- Opening Delimiter -

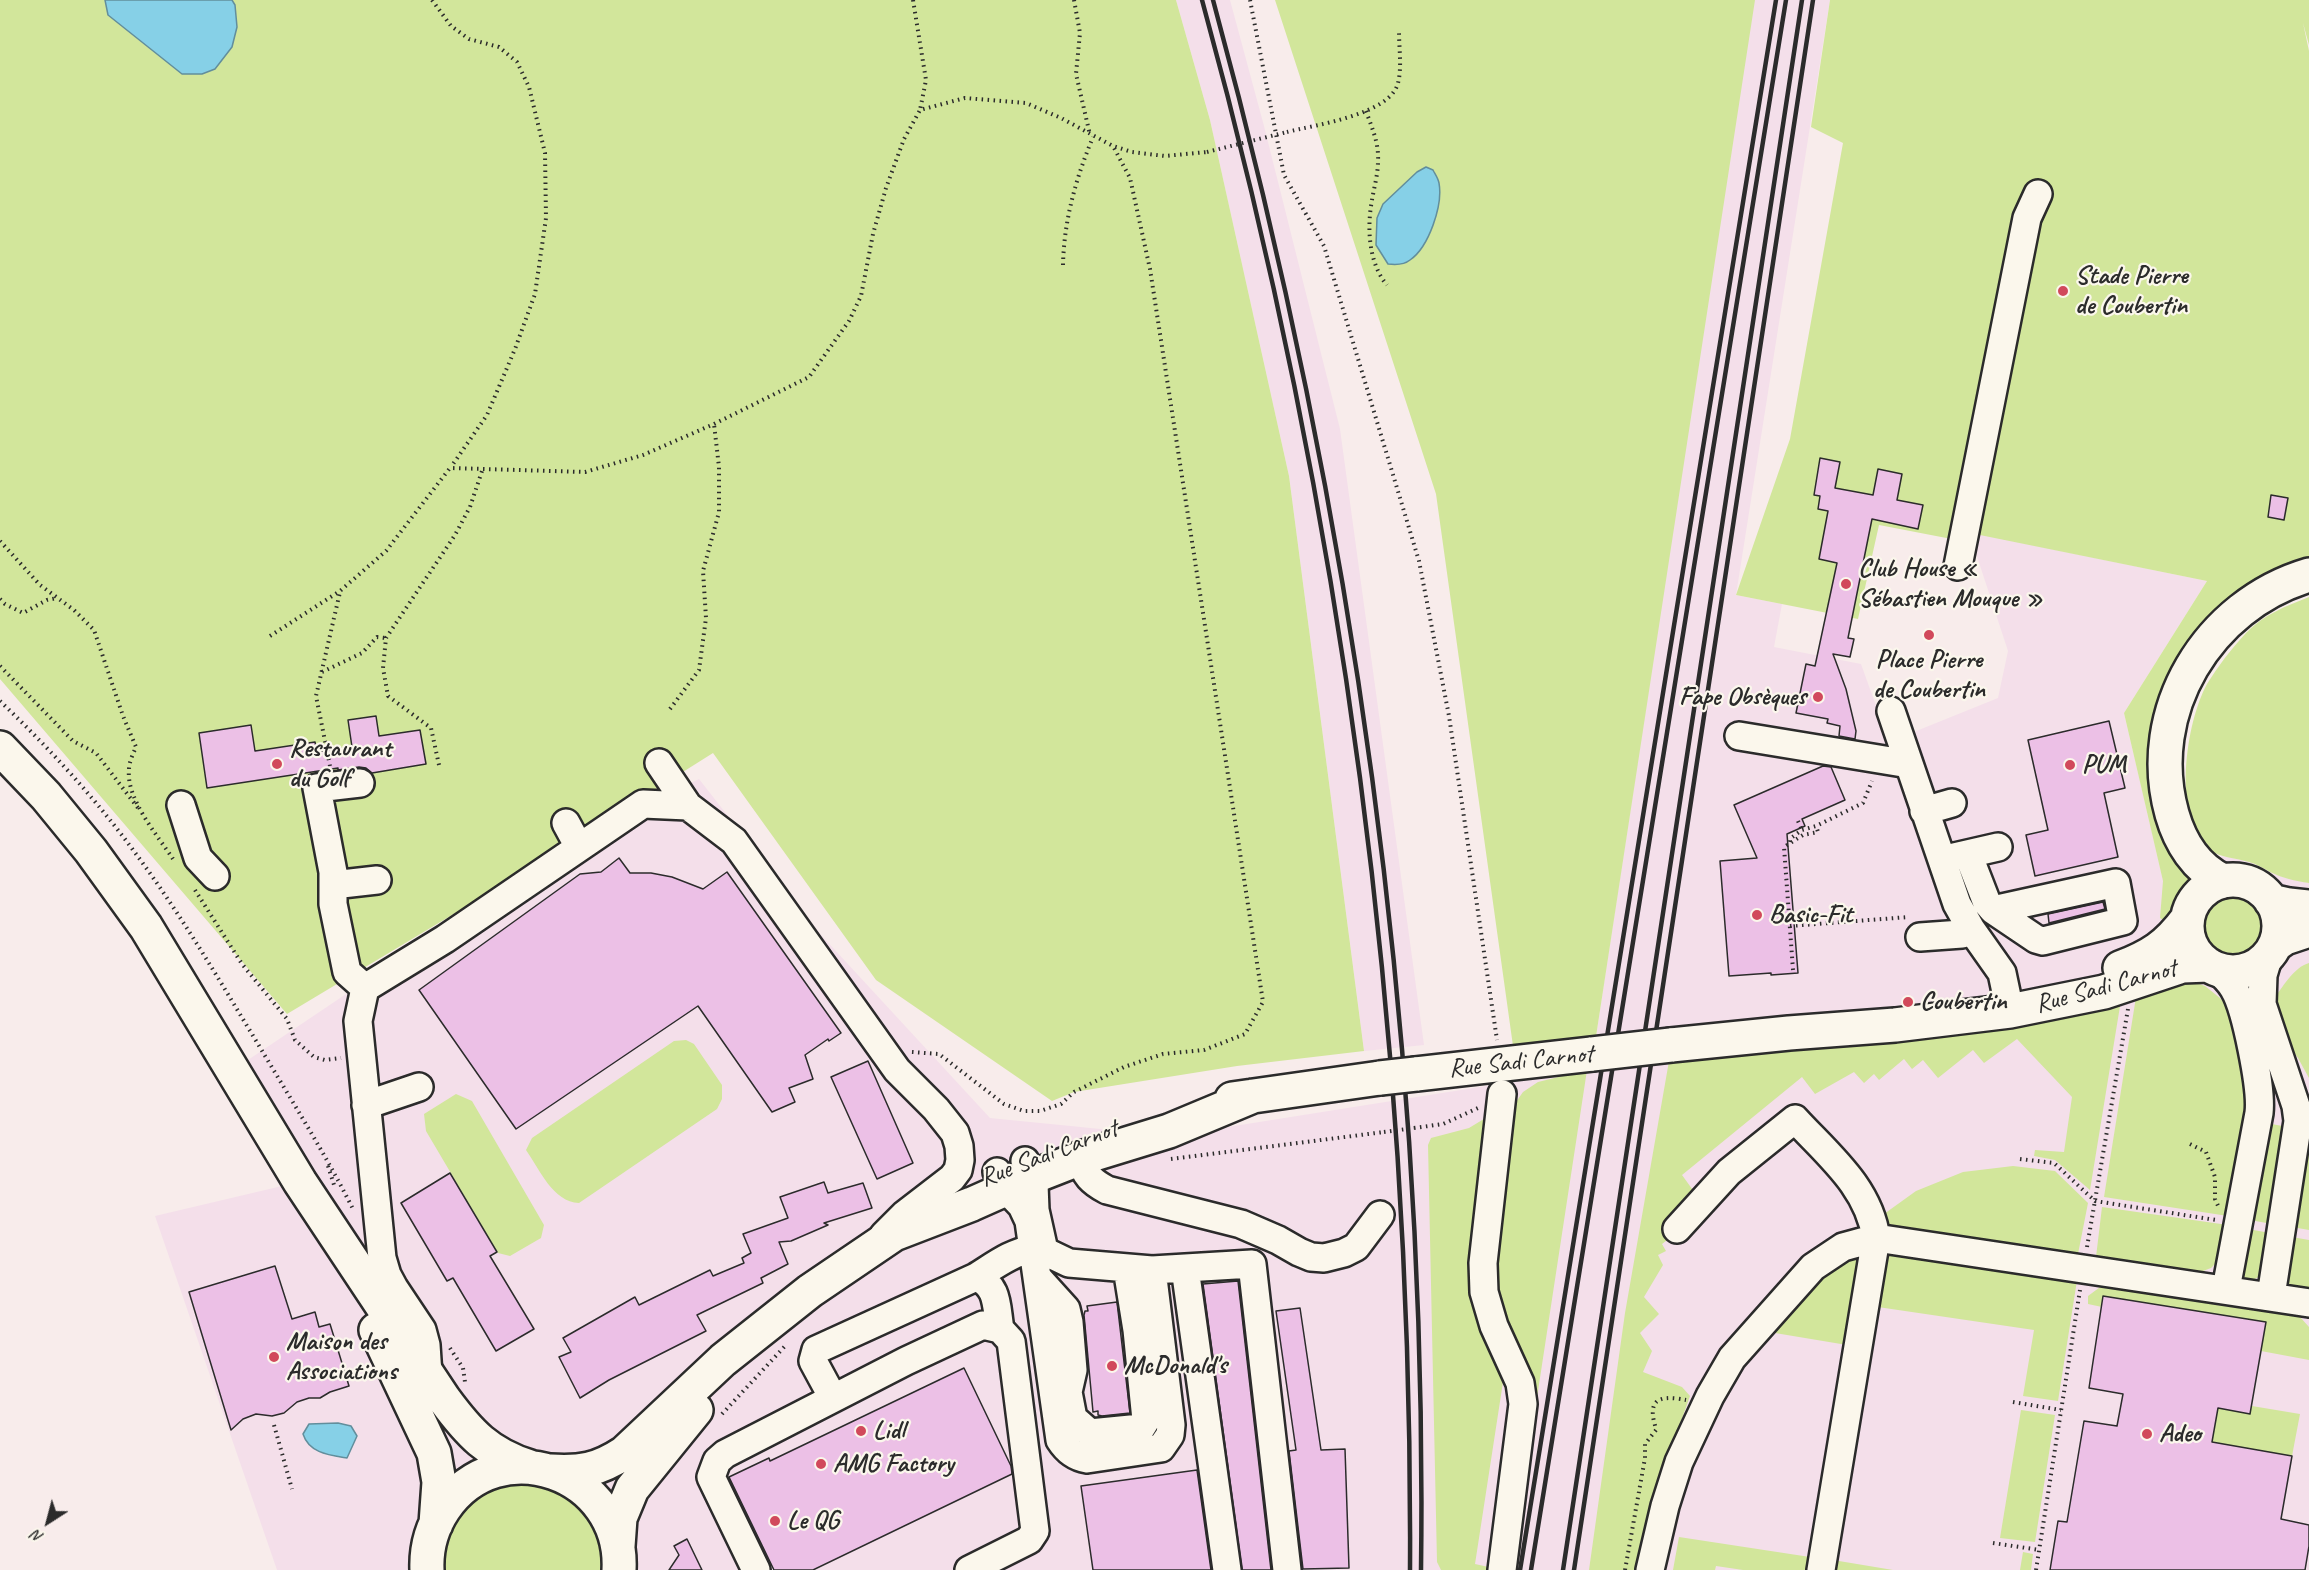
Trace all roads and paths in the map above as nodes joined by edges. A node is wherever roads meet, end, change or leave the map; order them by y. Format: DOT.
graph roads {
  1 [pos="432,0"];
  2 [pos="913,0"];
  3 [pos="1074,0"];
  4 [pos="1250,0"];
  5 [pos="1399,32"];
  6 [pos="921,110"];
  7 [pos="1366,111"];
  8 [pos="1091,136"];
  9 [pos="1113,146"];
  10 [pos="2038,194"];
  11 [pos="1063,265"];
  12 [pos="1387,285"];
  13 [pos="714,424"];
  14 [pos="450,468"];
  15 [pos="483,468"];
  16 [pos="1960,553"];
  17 [pos="2309,575"];
  18 [pos="340,591"];
  19 [pos="58,598"];
  20 [pos="0,599"];
  21 [pos="270,636"];
  22 [pos="386,638"];
  23 [pos="0,666"];
  24 [pos="322,672"];
  25 [pos="670,709"];
  26 [pos="1892,711"];
  27 [pos="1739,736"];
  28 [pos="0,748"];
  29 [pos="1878,759"];
  30 [pos="659,763"];
  31 [pos="1909,764"];
  32 [pos="439,765"];
  33 [pos="360,783"];
  34 [pos="334,786"];
  35 [pos="1953,802"];
  36 [pos="182,805"];
  37 [pos="688,806"];
  38 [pos="141,812"];
  39 [pos="1798,821"];
  40 [pos="566,823"];
  41 [pos="1816,826"];
  42 [pos="1924,828"];
  43 [pos="1802,830"];
  44 [pos="1790,843"];
  45 [pos="579,847"];
  46 [pos="1998,847"];
  47 [pos="1968,854"];
  48 [pos="1941,861"];
  49 [pos="215,876"];
  50 [pos="377,880"];
  51 [pos="2223,881"];
  52 [pos="333,885"];
  53 [pos="2271,901"];
  54 [pos="2309,907"];
  55 [pos="1993,910"];
  56 [pos="2187,919"];
  57 [pos="1790,926"];
  58 [pos="1918,926"];
  59 [pos="1971,929"];
  60 [pos="2309,930"];
  61 [pos="2272,950"];
  62 [pos="2212,967"];
  63 [pos="1793,970"];
  64 [pos="364,988"];
  65 [pos="2008,1002"];
  66 [pos="2128,1005"];
  67 [pos="884,1052"];
  68 [pos="1501,1079"];
  69 [pos="419,1087"];
  70 [pos="1253,1096"];
  71 [pos="366,1106"];
  72 [pos="2260,1106"];
  73 [pos="2296,1106"];
  74 [pos="2190,1144"];
  75 [pos="1081,1158"];
  76 [pos="2020,1159"];
  77 [pos="1160,1160"];
  78 [pos="1015,1174"];
  79 [pos="300,1182"];
  80 [pos="2095,1201"];
  81 [pos="1380,1215"];
  82 [pos="2232,1223"];
  83 [pos="1677,1229"];
  84 [pos="1876,1238"];
  85 [pos="885,1240"];
  86 [pos="1033,1249"];
  87 [pos="1069,1263"];
  88 [pos="1185,1268"];
  89 [pos="2084,1268"];
  90 [pos="1139,1269"];
  91 [pos="975,1277"];
  92 [pos="1038,1278"];
  93 [pos="2226,1289"];
  94 [pos="2271,1296"];
  95 [pos="2309,1303"];
  96 [pos="765,1328"];
  97 [pos="1000,1329"];
  98 [pos="428,1377"];
  99 [pos="833,1398"];
  100 [pos="2013,1402"];
  101 [pos="1706,1405"];
  102 [pos="2061,1410"];
  103 [pos="274,1425"];
  104 [pos="540,1469"];
  105 [pos="292,1489"];
  106 [pos="435,1524"];
  107 [pos="1993,1543"];
  108 [pos="2040,1550"];
  109 [pos="619,1559"];
  110 [pos="427,1568"];
  111 [pos="756,1570"];
  112 [pos="969,1570"];
  113 [pos="1227,1570"];
  114 [pos="1287,1570"];
  115 [pos="1502,1570"];
  116 [pos="1625,1570"];
  117 [pos="1650,1570"];
  118 [pos="1821,1570"];
  119 [pos="2036,1570"];
  1 -- 14 [label="path"];
  2 -- 6 [label="path"];
  3 -- 8 [label="path"];
  4 -- 68 [label="path"];
  5 -- 7 [label="path"];
  6 -- 8 [label="path"];
  6 -- 13 [label="path"];
  7 -- 9 [label="path, bridge"];
  7 -- 12 [label="path"];
  8 -- 9 [label="path"];
  8 -- 11 [label="path"];
  9 -- 67 [label="path"];
  10 -- 16 [label="lane"];
  13 -- 15 [label="path"];
  13 -- 25 [label="path"];
  14 -- 15 [label="path"];
  14 -- 18 [label="path"];
  15 -- 22 [label="path"];
  17 -- 51 [label="main road"];
  18 -- 21 [label="path"];
  18 -- 24 [label="path"];
  19 -- 20 [label="path"];
  22 -- 24 [label="path"];
  22 -- 32 [label="path"];
  23 -- 38 [label="path"];
  24 -- 34 [label="path"];
  26 -- 31 [label="lane"];
  27 -- 29 [label="lane"];
  28 -- 79 [label="main road"];
  29 -- 31 [label="lane"];
  29 -- 41 [label="path"];
  30 -- 37 [label="lane"];
  31 -- 42 [label="lane"];
  33 -- 34 [label="lane"];
  34 -- 52 [label="lane"];
  35 -- 42 [label="lane"];
  36 -- 49 [label="lane"];
  37 -- 45 [label="lane"];
  37 -- 67 [label="lane"];
  39 -- 43 [label="path"];
  40 -- 45 [label="lane"];
  41 -- 43 [label="path"];
  41 -- 44 [label="path"];
  42 -- 48 [label="lane"];
  43 -- 44 [label="path"];
  44 -- 57 [label="path"];
  45 -- 64 [label="lane"];
  46 -- 47 [label="lane"];
  47 -- 48 [label="lane"];
  47 -- 55 [label="lane"];
  48 -- 59 [label="lane"];
  50 -- 52 [label="lane"];
  51 -- 53 [label="main road"];
  51 -- 56 [label="main road"];
  52 -- 64 [label="lane"];
  53 -- 54 [label="main road"];
  53 -- 61 [label="main road"];
  56 -- 62 [label="main road"];
  56 -- 65 [label="main road, Rue Sadi Carnot"];
  57 -- 58 [label="path"];
  57 -- 63 [label="path"];
  58 -- 59 [label="lane"];
  59 -- 65 [label="lane"];
  60 -- 61 [label="main road"];
  61 -- 62 [label="main road"];
  61 -- 73 [label="lane"];
  62 -- 65 [label="main road, Rue Sadi Carnot"];
  62 -- 72 [label="lane"];
  64 -- 71 [label="lane"];
  65 -- 68 [label="main road, Rue Sadi Carnot, bridge"];
  66 -- 80 [label="path"];
  67 -- 85 [label="lane"];
  68 -- 70 [label="main road, Rue Sadi Carnot, bridge"];
  68 -- 77 [label="path, bridge"];
  68 -- 115 [label="lane"];
  69 -- 71 [label="lane"];
  70 -- 75 [label="main road, Rue Sadi Carnot"];
  70 -- 78 [label="main road, Rue Sadi Carnot"];
  71 -- 98 [label="lane"];
  72 -- 73 [label="lane"];
  72 -- 82 [label="lane"];
  73 -- 94 [label="lane"];
  74 -- 82 [label="path"];
  75 -- 78 [label="main road, Rue Sadi Carnot"];
  75 -- 81 [label="lane"];
  76 -- 80 [label="path"];
  78 -- 85 [label="main road, Rue Sadi Carnot"];
  78 -- 86 [label="lane"];
  78 -- 87 [label="lane"];
  79 -- 98 [label="main road"];
  79 -- 106 [label="main road"];
  80 -- 82 [label="path"];
  80 -- 89 [label="path"];
  82 -- 93 [label="lane"];
  83 -- 84 [label="lane"];
  84 -- 89 [label="lane"];
  84 -- 101 [label="lane"];
  84 -- 118 [label="lane"];
  85 -- 96 [label="main road, Rue Sadi Carnot"];
  86 -- 91 [label="lane"];
  86 -- 92 [label="lane"];
  87 -- 90 [label="lane"];
  87 -- 92 [label="lane"];
  88 -- 90 [label="lane"];
  88 -- 113 [label="lane"];
  88 -- 114 [label="lane"];
  89 -- 93 [label="lane"];
  89 -- 102 [label="path"];
  90 -- 92 [label="lane"];
  90 -- 92 [label="lane"];
  91 -- 97 [label="lane"];
  91 -- 99 [label="lane"];
  93 -- 94 [label="lane"];
  94 -- 95 [label="lane"];
  96 -- 104 [label="main road, Rue Sadi Carnot"];
  96 -- 109 [label="main road, Rue Sadi Carnot"];
  97 -- 99 [label="lane"];
  97 -- 112 [label="lane"];
  98 -- 104 [label="main road"];
  99 -- 111 [label="lane"];
  100 -- 102 [label="path"];
  101 -- 116 [label="path"];
  101 -- 117 [label="lane"];
  102 -- 108 [label="path"];
  103 -- 105 [label="path"];
  104 -- 106 [label="main road"];
  104 -- 109 [label="main road"];
  106 -- 110 [label="main road"];
  107 -- 108 [label="path"];
  108 -- 119 [label="path"];
}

- Closing Delimiter -

TASK ITEM
Each line of the listing above that includes the word "roads" should be copied.

ANSWER TO THIS TASK
Trace all roads and paths in the map above as nodes joined by edges. A node is wherever roads meet, end, change or leave the map; order them by y. Format: DOT.
graph roads {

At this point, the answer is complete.